=== About this task ===
Scan the material for "that". Copy every line it appears in.

*** Supplied material Section Begins ***

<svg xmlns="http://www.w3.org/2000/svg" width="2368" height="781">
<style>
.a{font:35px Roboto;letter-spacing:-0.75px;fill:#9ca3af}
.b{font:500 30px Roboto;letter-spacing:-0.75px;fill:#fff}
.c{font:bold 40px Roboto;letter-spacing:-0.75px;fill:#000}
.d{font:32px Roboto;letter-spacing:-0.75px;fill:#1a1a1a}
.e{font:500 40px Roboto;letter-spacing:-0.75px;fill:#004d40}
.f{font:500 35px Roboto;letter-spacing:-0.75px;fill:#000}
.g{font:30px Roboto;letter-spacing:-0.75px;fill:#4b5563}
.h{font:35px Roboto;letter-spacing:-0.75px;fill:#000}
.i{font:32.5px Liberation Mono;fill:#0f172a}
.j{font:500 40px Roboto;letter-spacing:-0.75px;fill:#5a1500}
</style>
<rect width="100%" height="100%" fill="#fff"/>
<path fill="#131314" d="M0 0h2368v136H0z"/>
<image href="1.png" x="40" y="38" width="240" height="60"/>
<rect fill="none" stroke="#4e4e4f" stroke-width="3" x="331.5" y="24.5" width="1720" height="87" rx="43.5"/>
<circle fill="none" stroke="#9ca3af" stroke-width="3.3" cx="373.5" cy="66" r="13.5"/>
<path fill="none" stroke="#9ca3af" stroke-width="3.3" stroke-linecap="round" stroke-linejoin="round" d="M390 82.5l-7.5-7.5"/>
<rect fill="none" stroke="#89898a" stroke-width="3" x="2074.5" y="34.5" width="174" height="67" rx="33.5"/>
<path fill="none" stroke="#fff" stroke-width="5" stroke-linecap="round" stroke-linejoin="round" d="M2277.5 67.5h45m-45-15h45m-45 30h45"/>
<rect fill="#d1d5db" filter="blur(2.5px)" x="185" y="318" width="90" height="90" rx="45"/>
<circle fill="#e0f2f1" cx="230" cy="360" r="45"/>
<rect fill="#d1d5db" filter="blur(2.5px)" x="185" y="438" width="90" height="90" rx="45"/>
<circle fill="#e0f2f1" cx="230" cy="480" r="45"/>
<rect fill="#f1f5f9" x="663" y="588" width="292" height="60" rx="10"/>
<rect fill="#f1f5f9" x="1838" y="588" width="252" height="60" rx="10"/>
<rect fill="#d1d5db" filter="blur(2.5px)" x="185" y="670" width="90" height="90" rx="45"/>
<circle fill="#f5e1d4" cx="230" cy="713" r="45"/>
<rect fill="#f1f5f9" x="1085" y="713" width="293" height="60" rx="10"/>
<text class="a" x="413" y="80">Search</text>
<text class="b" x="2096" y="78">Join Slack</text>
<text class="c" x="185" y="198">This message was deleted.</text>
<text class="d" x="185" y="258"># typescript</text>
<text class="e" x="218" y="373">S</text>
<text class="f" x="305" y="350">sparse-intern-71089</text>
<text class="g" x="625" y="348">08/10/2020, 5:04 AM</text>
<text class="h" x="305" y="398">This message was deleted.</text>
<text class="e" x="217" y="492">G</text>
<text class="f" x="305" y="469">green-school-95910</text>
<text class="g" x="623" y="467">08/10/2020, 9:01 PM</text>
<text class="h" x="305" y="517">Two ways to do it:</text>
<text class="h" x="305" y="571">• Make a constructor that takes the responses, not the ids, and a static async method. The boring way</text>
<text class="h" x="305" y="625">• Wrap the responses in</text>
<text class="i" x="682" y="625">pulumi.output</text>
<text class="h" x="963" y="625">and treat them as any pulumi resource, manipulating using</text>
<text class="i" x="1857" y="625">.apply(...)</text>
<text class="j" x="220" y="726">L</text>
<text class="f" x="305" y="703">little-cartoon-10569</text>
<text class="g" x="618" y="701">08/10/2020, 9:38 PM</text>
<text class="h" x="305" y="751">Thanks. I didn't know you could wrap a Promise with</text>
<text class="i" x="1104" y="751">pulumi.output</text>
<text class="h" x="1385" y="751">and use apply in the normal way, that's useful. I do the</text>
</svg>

*** Supplied material Section Ends ***

=== Answer area ===
<text class="h" x="305" y="571">• Make a constructor that takes the responses, not the ids, and a static async method. The boring way</text>
<text class="h" x="1385" y="751">and use apply in the normal way, that's useful. I do the</text>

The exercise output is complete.